▶ **Task to complete**
Each line of the records must appear in your answer exactly, with no pictures.

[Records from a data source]

┏━━

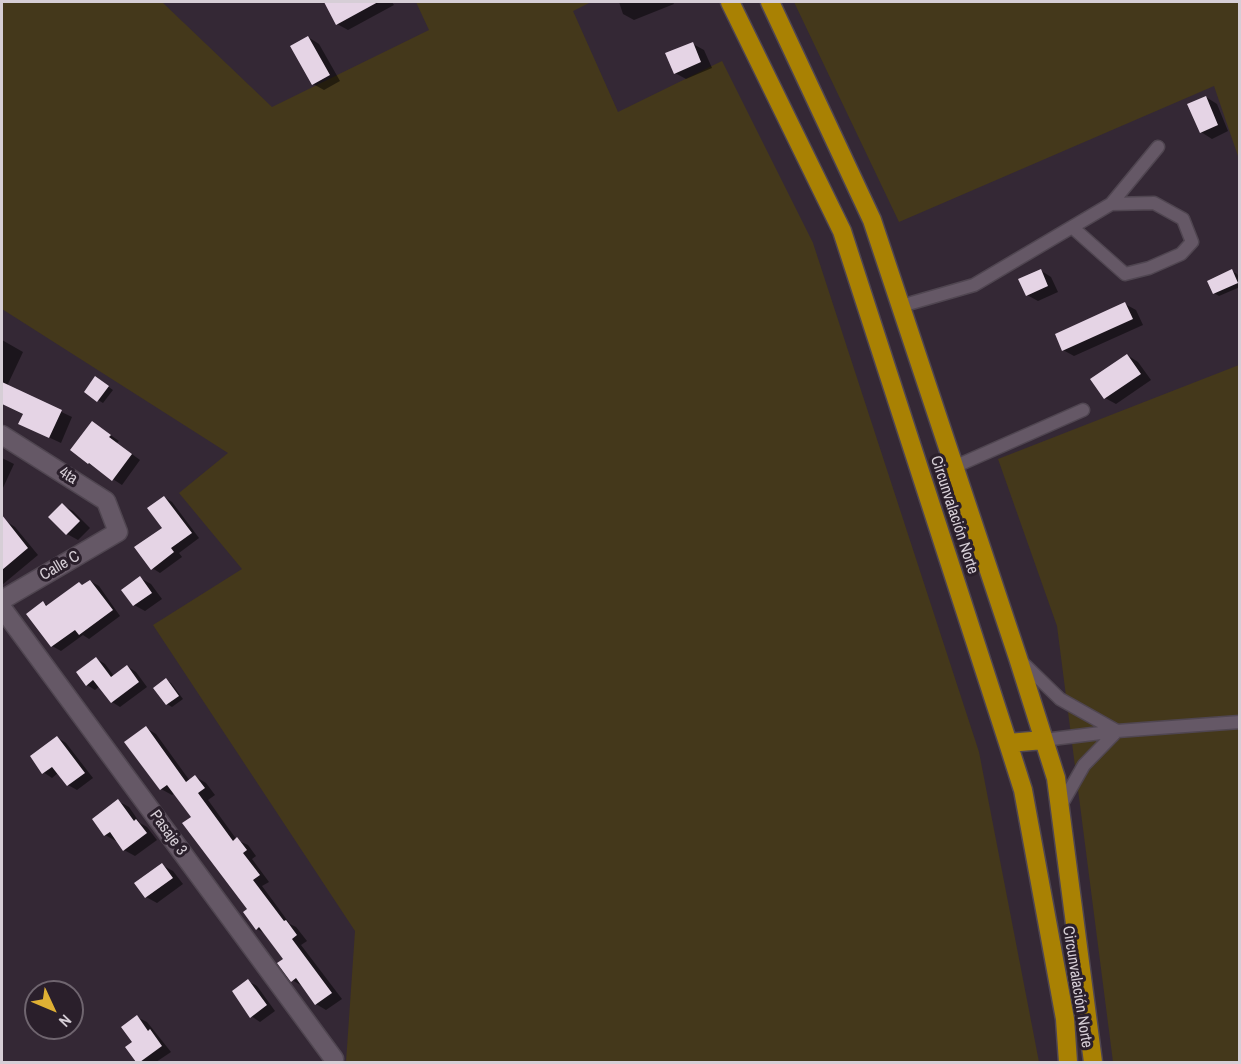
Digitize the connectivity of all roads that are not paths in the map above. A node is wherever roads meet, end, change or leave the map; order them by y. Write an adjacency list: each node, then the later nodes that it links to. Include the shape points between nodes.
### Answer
1 (730, 2): 17 (highway, Circunvalación Norte, via 842,231)
2 (770, 2): 6 (highway, Circunvalación Norte, via 872,220)
3 (1158, 147): 4 (lane)
4 (1111, 204): 5 (lane); 5 (lane, via 1154,203 1183,219 1192,242 1181,254 1125,274)
5 (1072, 227): 6 (lane, via 974,285)
6 (901, 306): 9 (highway, Circunvalación Norte)
7 (1083, 410): 9 (lane)
8 (2, 435): 10 (street, 4ta, via 106,501)
9 (954, 467): 13 (highway, Circunvalación Norte)
10 (118, 532): 11 (street, Calle C)
11 (2, 600)
12 (2, 608): 19 (street, Pasaje 3)
13 (1018, 658): 15 (lane, via 1060,699); 16 (highway, Circunvalación Norte)
14 (1239, 722): 15 (lane)
15 (1117, 731): 16 (lane); 18 (lane, via 1084,765)
16 (1044, 740): 17 (highway); 18 (highway, Circunvalación Norte)
17 (1008, 743): 20 (highway, Circunvalación Norte, via 1023,790 1065,1019)
18 (1060, 807): 21 (highway, Circunvalación Norte)
19 (334, 1059)
20 (1068, 1062)
21 (1093, 1062)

┗━━

▶ **Task output**
Digitize the connectivity of all roads that are not paths in the map above. A node is wherever roads meet, end, change or leave the map; order them by y. Write an adjacency list: each node, then the later nodes that it links to. Include the shape points between nodes.
### Answer
1 (730, 2): 17 (highway, Circunvalación Norte, via 842,231)
2 (770, 2): 6 (highway, Circunvalación Norte, via 872,220)
3 (1158, 147): 4 (lane)
4 (1111, 204): 5 (lane); 5 (lane, via 1154,203 1183,219 1192,242 1181,254 1125,274)
5 (1072, 227): 6 (lane, via 974,285)
6 (901, 306): 9 (highway, Circunvalación Norte)
7 (1083, 410): 9 (lane)
8 (2, 435): 10 (street, 4ta, via 106,501)
9 (954, 467): 13 (highway, Circunvalación Norte)
10 (118, 532): 11 (street, Calle C)
11 (2, 600)
12 (2, 608): 19 (street, Pasaje 3)
13 (1018, 658): 15 (lane, via 1060,699); 16 (highway, Circunvalación Norte)
14 (1239, 722): 15 (lane)
15 (1117, 731): 16 (lane); 18 (lane, via 1084,765)
16 (1044, 740): 17 (highway); 18 (highway, Circunvalación Norte)
17 (1008, 743): 20 (highway, Circunvalación Norte, via 1023,790 1065,1019)
18 (1060, 807): 21 (highway, Circunvalación Norte)
19 (334, 1059)
20 (1068, 1062)
21 (1093, 1062)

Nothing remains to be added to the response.